• **What needs to be done**:
Please show each line of the listing where "connectivity" is present.

• **Exercise input**:
::::::::::
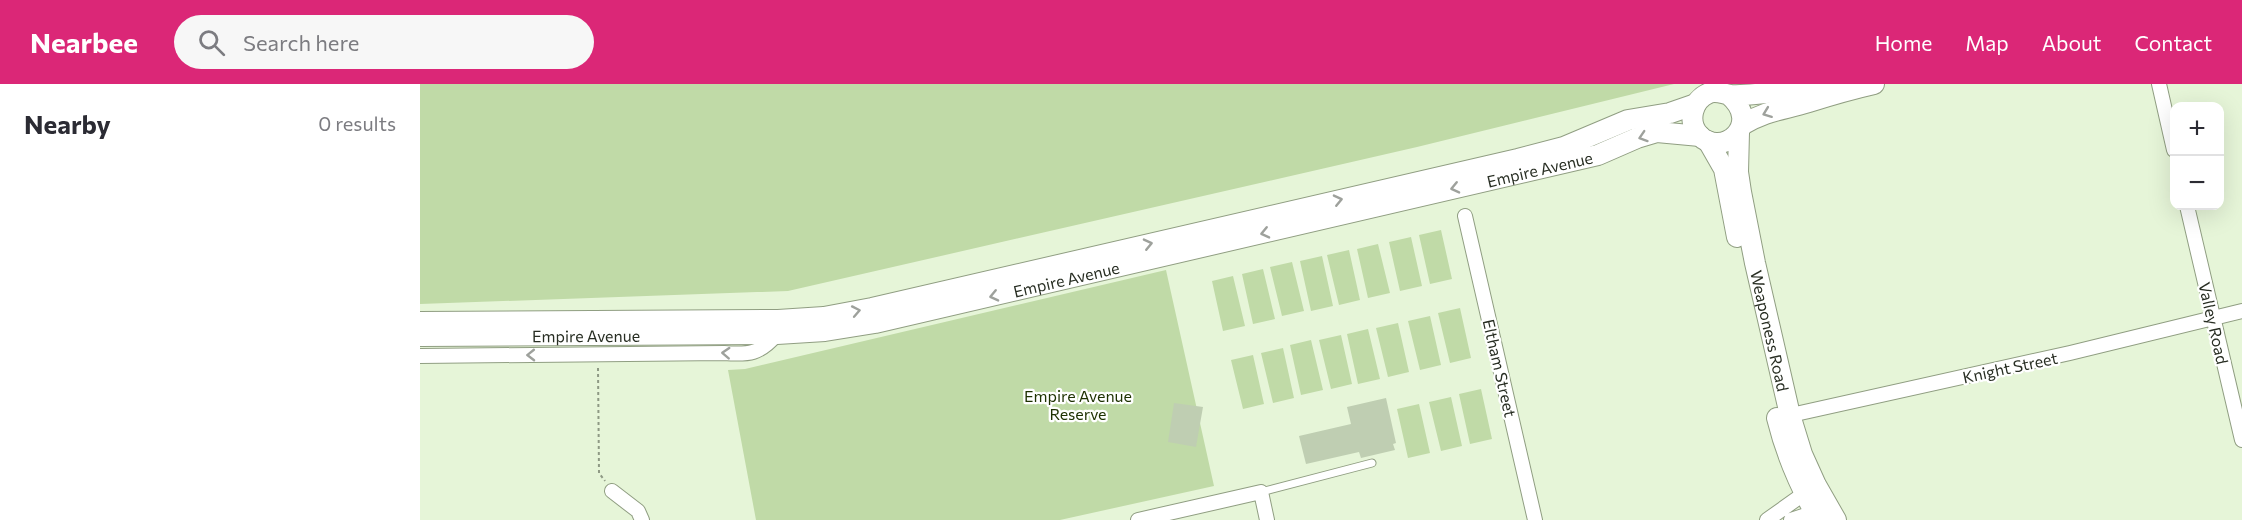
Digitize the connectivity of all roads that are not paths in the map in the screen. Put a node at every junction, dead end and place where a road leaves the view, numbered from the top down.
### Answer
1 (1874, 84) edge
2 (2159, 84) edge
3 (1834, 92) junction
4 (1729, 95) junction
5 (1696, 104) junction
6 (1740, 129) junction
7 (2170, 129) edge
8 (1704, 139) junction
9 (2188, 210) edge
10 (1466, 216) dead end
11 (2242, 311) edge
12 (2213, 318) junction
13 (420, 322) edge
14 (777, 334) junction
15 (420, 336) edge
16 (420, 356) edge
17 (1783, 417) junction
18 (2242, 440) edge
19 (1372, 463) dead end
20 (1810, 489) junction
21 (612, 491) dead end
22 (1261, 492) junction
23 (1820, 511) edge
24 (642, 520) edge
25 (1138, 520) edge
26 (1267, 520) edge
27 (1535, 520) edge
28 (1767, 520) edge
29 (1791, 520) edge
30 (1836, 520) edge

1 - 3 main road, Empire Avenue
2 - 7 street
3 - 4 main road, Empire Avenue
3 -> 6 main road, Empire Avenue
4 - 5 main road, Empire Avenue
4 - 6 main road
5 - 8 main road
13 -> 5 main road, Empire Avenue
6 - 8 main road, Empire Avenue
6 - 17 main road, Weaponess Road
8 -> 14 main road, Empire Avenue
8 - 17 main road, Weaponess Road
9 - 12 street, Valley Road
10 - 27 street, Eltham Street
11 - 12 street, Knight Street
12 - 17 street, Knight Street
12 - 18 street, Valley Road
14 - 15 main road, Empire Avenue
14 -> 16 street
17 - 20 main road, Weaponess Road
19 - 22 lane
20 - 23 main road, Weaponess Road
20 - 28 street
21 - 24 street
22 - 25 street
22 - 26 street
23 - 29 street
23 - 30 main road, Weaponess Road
::::::::::
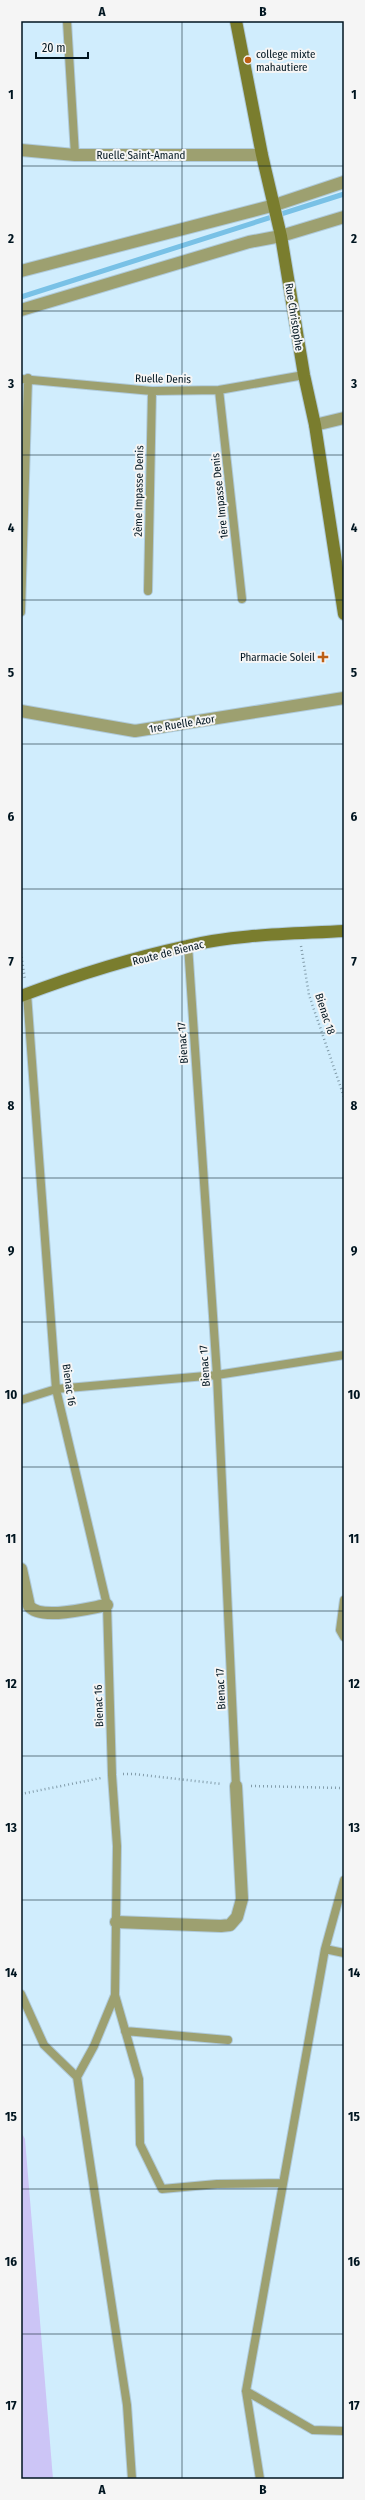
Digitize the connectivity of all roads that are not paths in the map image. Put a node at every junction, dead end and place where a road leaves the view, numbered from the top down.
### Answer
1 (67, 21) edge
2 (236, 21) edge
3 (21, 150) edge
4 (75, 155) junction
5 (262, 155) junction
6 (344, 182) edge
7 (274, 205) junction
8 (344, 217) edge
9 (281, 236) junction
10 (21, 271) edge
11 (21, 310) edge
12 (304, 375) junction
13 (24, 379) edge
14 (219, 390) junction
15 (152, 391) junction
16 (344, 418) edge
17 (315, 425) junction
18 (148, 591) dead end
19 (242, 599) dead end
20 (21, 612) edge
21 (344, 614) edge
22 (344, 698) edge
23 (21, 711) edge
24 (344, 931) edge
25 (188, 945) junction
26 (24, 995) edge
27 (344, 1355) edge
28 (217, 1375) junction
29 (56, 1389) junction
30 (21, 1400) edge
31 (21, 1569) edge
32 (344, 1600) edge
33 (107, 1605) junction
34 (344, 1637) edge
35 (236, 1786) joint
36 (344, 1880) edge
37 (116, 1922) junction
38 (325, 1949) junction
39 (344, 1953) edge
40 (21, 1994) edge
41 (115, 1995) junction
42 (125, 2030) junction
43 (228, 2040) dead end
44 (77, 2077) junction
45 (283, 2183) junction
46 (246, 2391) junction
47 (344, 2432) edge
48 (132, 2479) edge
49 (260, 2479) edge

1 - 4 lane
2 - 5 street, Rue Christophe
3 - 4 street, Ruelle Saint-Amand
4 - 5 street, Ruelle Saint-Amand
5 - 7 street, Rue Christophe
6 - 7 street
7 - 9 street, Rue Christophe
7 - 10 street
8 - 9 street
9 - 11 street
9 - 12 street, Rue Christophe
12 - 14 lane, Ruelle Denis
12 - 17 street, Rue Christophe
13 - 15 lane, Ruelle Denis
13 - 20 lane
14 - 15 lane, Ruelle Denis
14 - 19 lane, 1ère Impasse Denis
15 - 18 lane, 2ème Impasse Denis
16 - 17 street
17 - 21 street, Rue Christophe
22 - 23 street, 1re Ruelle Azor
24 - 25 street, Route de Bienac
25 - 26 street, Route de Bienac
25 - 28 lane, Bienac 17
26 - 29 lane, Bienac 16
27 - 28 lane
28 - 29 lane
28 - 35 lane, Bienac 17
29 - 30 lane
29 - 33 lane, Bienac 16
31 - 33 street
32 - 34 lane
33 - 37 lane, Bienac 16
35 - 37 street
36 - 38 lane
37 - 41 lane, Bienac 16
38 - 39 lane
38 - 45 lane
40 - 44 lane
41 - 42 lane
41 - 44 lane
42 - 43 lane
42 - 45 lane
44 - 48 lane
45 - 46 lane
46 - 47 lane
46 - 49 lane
::::::::::
• **Output below**:
Digitize the connectivity of all roads that are not paths in the map in the screen. Put a node at every junction, dead end and place where a road leaves the view, numbered from the top down.
Digitize the connectivity of all roads that are not paths in the map image. Put a node at every junction, dead end and place where a road leaves the view, numbered from the top down.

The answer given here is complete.